The CARF framework would mandate that virtual asset service providers (VASPs) report user and transaction details to tax authorities to address tax non-compliance within the crypto sector.
The government’s consultation explored the rules’ scope, implementation, and potential penalties for non-compliance. The outcome document indicates that the CARF is expected to take effect from 1st January 2026. Under this timeline, VASPs subject to the rules would begin collecting information on that date, with the first reports due by 31st May 2027.
Most respondents supported extending the CARF, although some raised concerns and called for additional guidance. Key areas for clarification included: identifying when individuals or entities hold ‘control or sufficient influence’ within decentralised services; defining relevant crypto-assets; clarifying transaction type definitions; and addressing data protection and security measures.

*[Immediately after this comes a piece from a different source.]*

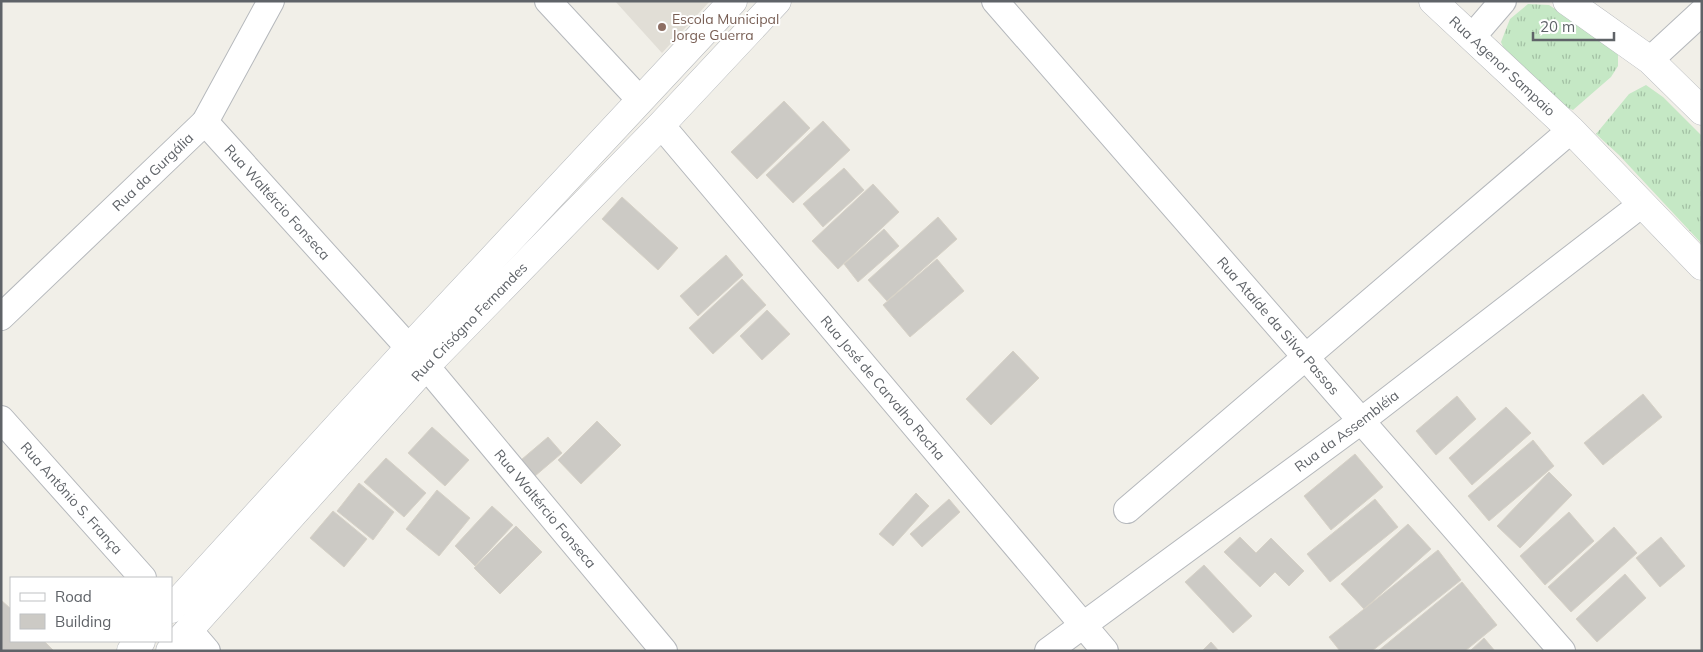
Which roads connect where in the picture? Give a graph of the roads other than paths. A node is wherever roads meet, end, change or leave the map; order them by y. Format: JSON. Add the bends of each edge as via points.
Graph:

On the scope of reporting, respondents suggested that reporting each transaction on an asset-by-asset basis could generate overly granular data that might exceed what tax authorities need. They proposed instead that reporting be structured around broader categories of crypto-assets and token types.
HMRC reported that most respondents viewed the proposed penalty regime as “balanced and reasonable.” However, some called for a “grace period” or phased penalty approach in the initial CARF years, suggesting that HMRC could begin with warning notices and phase in penalties after two years.
HMRC has consulted on proposed CRS amendments and their alignment with the CARF. These changes would expand CRS coverage, introduce mandatory registration for reporting financial institutions, and update the penalties regime, aligning it with the digital platforms model rules. Respondents from HMRC’s CRS Working Group, which includes STEP, noted the complexities in aligning CRS and CARF requirements, especially when an asset falls under both frameworks. They cautioned that excessive complexity could hinder effective data management and increase non-compliance risks.
The government has now opened a new consultation on draft amendments based on previous input. This consultation covers mandatory registration requirements, reforms to non-compliance penalties, and adjustments to the appeals process. The consultation will remain open until 10th January 2025.